Would you write out the entries again, exactly as they are, but without images?

──────────

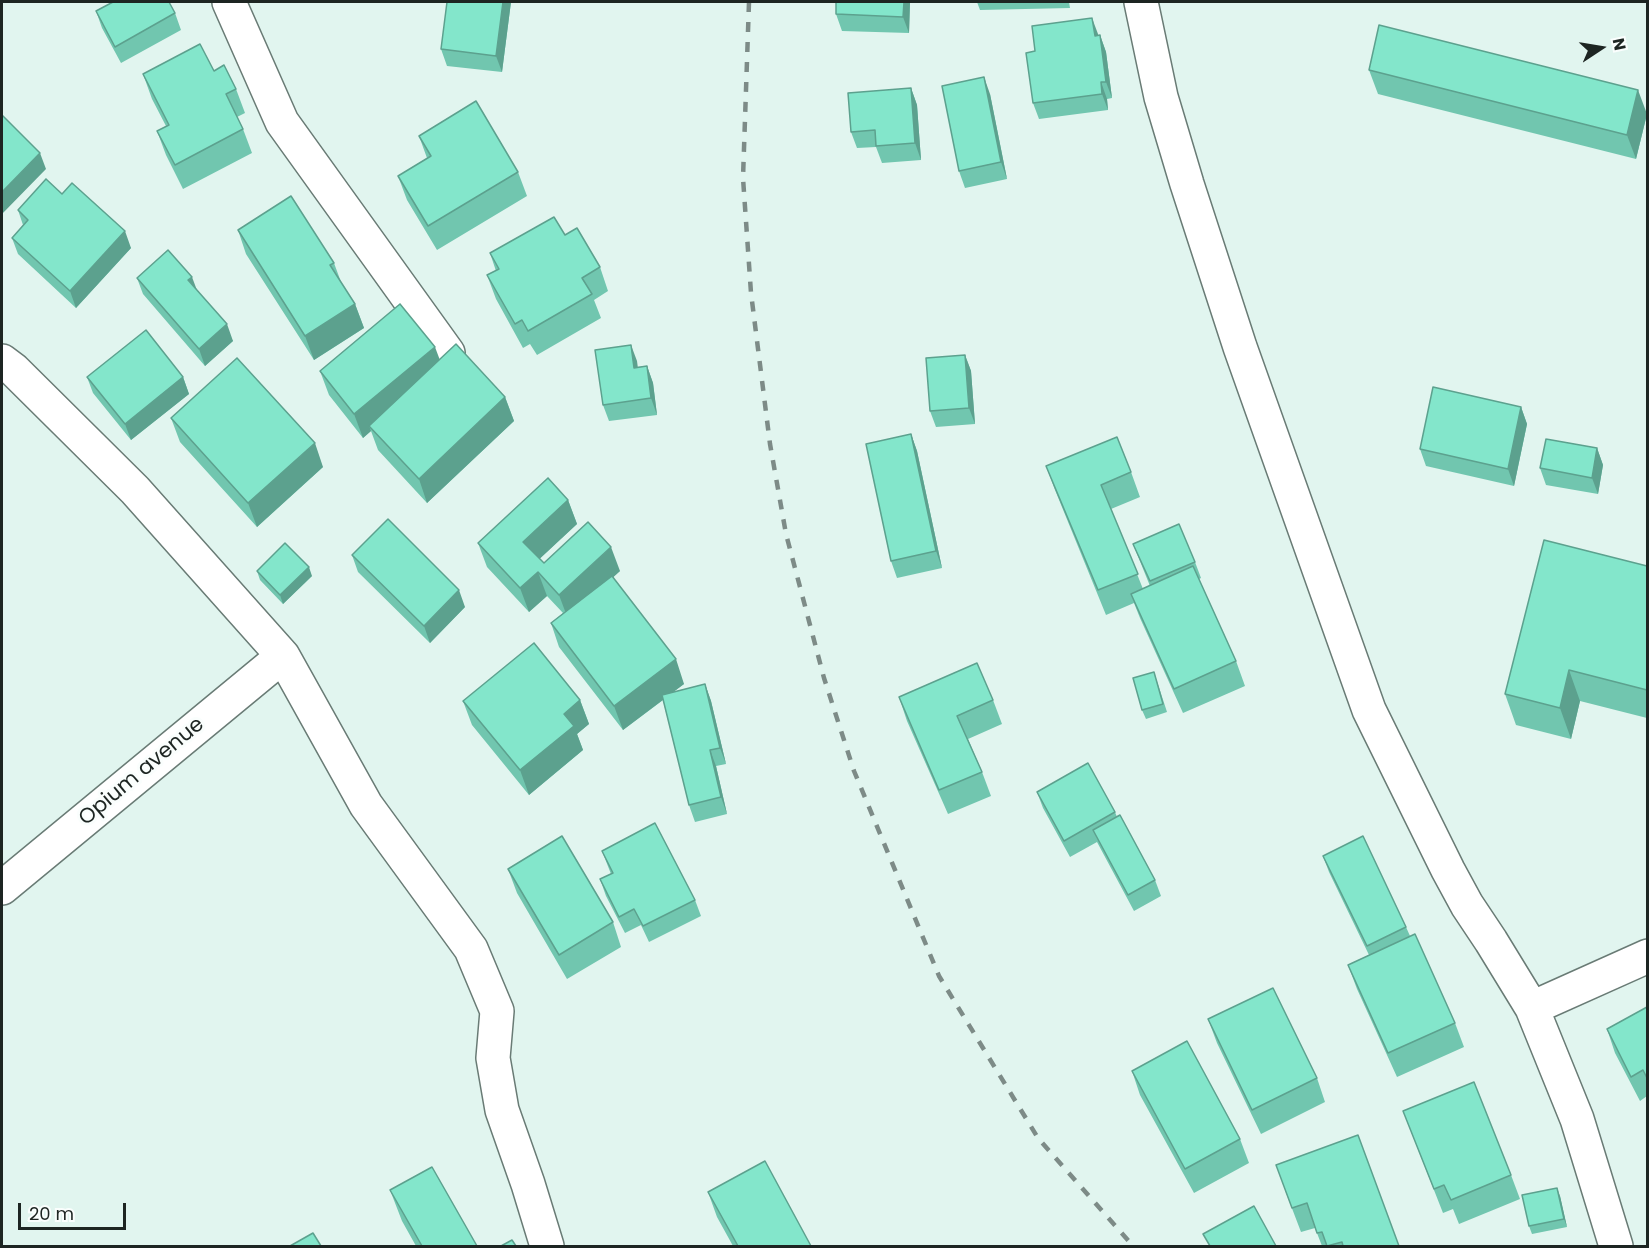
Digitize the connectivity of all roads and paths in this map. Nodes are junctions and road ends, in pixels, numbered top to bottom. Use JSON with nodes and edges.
{"nodes":[{"id":1,"x":230,"y":2,"type":"edge"},
{"id":2,"x":1142,"y":2,"type":"edge"},
{"id":3,"x":448,"y":353,"type":"edge"},
{"id":4,"x":6,"y":371,"type":"edge"},
{"id":5,"x":283,"y":656,"type":"junction"},
{"id":6,"x":2,"y":888,"type":"edge"},
{"id":7,"x":1647,"y":956,"type":"edge"},
{"id":8,"x":1532,"y":1008,"type":"junction"},
{"id":9,"x":547,"y":1246,"type":"edge"},
{"id":10,"x":1616,"y":1246,"type":"edge"}],
"edges":[{"from":1,"to":3,"type":"street"},
{"from":2,"to":8,"type":"street"},
{"from":4,"to":5,"type":"street"},
{"from":5,"to":6,"type":"street","name":"Opium avenue"},
{"from":5,"to":9,"type":"street"},
{"from":7,"to":8,"type":"street"},
{"from":8,"to":10,"type":"street"}]}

──────────

**Exercise output**
Digitize the connectivity of all roads and paths in this map. Nodes are junctions and road ends, in pixels, numbered top to bottom. Use JSON with nodes and edges.
{"nodes":[{"id":1,"x":230,"y":2,"type":"edge"},
{"id":2,"x":1142,"y":2,"type":"edge"},
{"id":3,"x":448,"y":353,"type":"edge"},
{"id":4,"x":6,"y":371,"type":"edge"},
{"id":5,"x":283,"y":656,"type":"junction"},
{"id":6,"x":2,"y":888,"type":"edge"},
{"id":7,"x":1647,"y":956,"type":"edge"},
{"id":8,"x":1532,"y":1008,"type":"junction"},
{"id":9,"x":547,"y":1246,"type":"edge"},
{"id":10,"x":1616,"y":1246,"type":"edge"}],
"edges":[{"from":1,"to":3,"type":"street"},
{"from":2,"to":8,"type":"street"},
{"from":4,"to":5,"type":"street"},
{"from":5,"to":6,"type":"street","name":"Opium avenue"},
{"from":5,"to":9,"type":"street"},
{"from":7,"to":8,"type":"street"},
{"from":8,"to":10,"type":"street"}]}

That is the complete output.